There were repeated calls in the U.K. this week for the U.S. to revoke the travel ban, which has been in place since March 2020. But as JetBlue launched its new London/New York service, there were signs of increased confidence, despite the airlines believing that the travel ban won’t be revoked before September and possibly as late as November.
Heathrow airport is the busiest airport in the U.K. and before the pandemic, it was the busiest in Europe, but it has called on the government to do more to increase travel–in July, it said that 1.5 million people passed through its terminals, which is well below pre-pandemic levels. As reported by inews, it has asked that PCR tests be replaced with lateral flow tests (which are much cheaper and faster) and that the U.K. government pushes harder for the U.S. to open up its borders and reciprocate by rescinding its travel ban.

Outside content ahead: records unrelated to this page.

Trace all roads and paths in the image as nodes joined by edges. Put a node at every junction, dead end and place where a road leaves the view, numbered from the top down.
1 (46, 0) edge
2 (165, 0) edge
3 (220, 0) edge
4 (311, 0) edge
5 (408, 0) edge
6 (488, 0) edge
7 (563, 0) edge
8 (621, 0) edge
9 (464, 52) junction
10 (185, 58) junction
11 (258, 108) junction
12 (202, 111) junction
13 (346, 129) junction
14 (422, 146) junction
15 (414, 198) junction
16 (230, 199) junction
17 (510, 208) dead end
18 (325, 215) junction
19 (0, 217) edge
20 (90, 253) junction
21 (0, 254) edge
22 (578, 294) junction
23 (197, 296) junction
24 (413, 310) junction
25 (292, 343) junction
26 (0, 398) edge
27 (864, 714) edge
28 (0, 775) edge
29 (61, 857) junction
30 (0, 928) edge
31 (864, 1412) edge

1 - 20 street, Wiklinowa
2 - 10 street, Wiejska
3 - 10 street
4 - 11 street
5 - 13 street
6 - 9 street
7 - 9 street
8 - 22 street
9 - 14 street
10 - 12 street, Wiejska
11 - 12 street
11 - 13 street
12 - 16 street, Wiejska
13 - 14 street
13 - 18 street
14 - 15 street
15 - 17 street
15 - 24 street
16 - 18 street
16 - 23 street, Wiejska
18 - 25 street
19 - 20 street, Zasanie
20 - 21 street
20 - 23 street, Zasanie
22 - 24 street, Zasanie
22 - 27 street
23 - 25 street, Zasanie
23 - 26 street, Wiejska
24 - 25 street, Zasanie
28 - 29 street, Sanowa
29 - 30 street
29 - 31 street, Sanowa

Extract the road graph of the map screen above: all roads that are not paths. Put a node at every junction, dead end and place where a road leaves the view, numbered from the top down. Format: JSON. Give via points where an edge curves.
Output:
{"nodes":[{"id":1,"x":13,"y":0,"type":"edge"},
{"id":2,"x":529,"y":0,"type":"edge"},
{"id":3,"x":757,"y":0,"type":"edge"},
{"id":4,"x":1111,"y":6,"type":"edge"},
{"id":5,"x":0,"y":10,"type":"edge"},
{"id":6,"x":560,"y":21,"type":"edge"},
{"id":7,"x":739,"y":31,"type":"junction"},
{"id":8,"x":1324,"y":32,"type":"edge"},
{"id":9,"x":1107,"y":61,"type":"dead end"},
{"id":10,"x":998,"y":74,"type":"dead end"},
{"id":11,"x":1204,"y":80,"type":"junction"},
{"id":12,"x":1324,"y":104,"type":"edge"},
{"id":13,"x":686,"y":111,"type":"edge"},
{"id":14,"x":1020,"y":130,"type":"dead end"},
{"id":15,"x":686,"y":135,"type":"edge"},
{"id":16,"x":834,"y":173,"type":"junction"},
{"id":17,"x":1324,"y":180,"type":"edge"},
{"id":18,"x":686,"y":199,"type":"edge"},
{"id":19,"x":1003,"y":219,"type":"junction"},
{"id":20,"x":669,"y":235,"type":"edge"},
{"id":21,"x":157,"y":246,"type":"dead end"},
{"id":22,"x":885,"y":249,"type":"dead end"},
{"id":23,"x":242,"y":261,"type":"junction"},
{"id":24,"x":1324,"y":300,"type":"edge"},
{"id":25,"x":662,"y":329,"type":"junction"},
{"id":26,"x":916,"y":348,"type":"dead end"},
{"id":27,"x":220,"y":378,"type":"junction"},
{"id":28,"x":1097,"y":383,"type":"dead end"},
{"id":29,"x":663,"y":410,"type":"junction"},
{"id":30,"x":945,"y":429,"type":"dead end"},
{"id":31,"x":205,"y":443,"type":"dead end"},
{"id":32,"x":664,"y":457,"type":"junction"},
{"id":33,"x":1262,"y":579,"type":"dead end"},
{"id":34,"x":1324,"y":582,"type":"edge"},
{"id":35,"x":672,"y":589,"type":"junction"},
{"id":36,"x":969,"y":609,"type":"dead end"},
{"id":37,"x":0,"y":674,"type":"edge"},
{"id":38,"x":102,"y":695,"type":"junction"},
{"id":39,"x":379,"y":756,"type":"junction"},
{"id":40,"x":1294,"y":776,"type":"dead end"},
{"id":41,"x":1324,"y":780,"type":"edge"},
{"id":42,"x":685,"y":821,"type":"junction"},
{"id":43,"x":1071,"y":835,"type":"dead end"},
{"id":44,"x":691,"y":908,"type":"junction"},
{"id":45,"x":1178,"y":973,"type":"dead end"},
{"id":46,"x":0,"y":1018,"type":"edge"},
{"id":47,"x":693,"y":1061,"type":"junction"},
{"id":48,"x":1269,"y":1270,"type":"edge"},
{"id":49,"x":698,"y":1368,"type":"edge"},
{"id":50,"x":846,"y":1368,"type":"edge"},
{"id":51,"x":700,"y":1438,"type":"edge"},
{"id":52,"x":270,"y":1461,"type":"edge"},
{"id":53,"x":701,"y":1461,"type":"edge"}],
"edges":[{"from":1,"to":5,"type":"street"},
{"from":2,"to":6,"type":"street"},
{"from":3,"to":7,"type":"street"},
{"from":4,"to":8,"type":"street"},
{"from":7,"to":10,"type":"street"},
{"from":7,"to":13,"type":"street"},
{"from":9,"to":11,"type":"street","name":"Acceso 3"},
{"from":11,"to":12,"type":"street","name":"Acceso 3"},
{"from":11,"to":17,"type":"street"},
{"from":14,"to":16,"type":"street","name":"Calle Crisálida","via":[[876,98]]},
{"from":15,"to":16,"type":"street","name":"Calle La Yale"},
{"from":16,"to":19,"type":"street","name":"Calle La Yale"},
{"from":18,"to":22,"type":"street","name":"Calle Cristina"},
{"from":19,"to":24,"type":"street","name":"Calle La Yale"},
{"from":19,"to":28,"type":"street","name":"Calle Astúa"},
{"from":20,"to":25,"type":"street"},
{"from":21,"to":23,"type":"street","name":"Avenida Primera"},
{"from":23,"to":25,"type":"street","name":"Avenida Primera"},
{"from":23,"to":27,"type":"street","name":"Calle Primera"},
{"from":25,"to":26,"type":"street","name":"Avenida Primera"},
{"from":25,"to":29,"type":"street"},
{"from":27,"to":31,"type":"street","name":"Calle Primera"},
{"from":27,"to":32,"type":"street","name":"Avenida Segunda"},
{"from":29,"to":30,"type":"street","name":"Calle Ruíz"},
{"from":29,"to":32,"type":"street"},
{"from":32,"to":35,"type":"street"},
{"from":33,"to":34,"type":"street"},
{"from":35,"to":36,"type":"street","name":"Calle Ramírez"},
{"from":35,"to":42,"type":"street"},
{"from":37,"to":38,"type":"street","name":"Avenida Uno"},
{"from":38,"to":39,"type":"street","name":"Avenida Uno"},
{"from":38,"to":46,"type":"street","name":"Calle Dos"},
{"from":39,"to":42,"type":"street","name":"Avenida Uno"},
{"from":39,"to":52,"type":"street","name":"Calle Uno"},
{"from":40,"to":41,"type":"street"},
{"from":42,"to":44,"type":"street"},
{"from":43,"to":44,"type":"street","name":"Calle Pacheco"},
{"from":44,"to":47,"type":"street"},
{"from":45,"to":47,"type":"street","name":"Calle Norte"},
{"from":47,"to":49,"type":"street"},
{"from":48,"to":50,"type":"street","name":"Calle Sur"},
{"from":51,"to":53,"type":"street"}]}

A spokesperson for Heathrow airport said this week, “with fully vaccinated U.S. visitors now able to travel to the U.K. without the need to quarantine, the joint U.K./U.S. travel taskforce must capitalise on the U.K.’s world-leading vaccine rollout and reach a reciprocal agreement for fully vaccinated U.K. travellers.”
There are signs though, that confidence is increasing. Passengers traveling from North America increased by 230% during July, with the most popular route being New York’s JFK airport–as it used to be, pre-pandemic. In addition, more Americans have been able to travel to the U.K. since August 2,provided they are fully vaccinated (they can still travel if not, but must enter a ten-day quarantine upon arrival).
Additionally, JetBlue went ahead with its planned opening of a NY/London route, despite the pandemic. The first transatlantic flight left JFK on Wednesday evening and it plans to start a Gatwick route on 29 September, as reported by the BBC. Prices for a ticket started at $941 (£679) one-way, slightly cheaper than British Airways and Virgin Atlantic, which both listed $980 a ticket for the same time period. JetBlue has completely redesigned its aircraft for the international journey, rather than using its existing planes.
Adding in other airlines, this now means that there are a possible 28 flights a day running between London and New York.
The U.S./U.K. travel industry is lucrative. As reported by The Independent, almost 4 million travelers made the journey from the U.K. to the U.S. in 2019 (figures from the U.K.’s Foreign Office) while 4.5 million journeys were made in the opposite direction (VisitBritain figures). Before Covid-19, it was the London/New York route which carried the most people–almost 3 million annually.
Virgin Atlantic’s vice president of global sales, Lee Haslett told Travel Weekly that the company and its competitors were ready to fly and it was hoping for a September start date–“Like a lot of people, we’re hopeful for September, but we don’t have a confirmed date so we are focused at the moment on where there are opportunities for us to fly.”
JetBlue has told The Independent it believes that flights might be possible from November. Its Chief Executive told the BBCthat “we are hopeful over the next two or three months, as we get on the right side of the Delta variant increases we have seen, we can revisit that and we can welcome Brits and Europeans to the States again.”
Currently, anyone who is a non-U.S. national/resident/visa/ESTA-waiver holder and who has spent time in either the U.K., Ireland, Schengen zone, Iran, Brazil, China and South Africa in the past 14 days cannot enter the U.S. (there are some exceptions for close family members of U.S. nationals).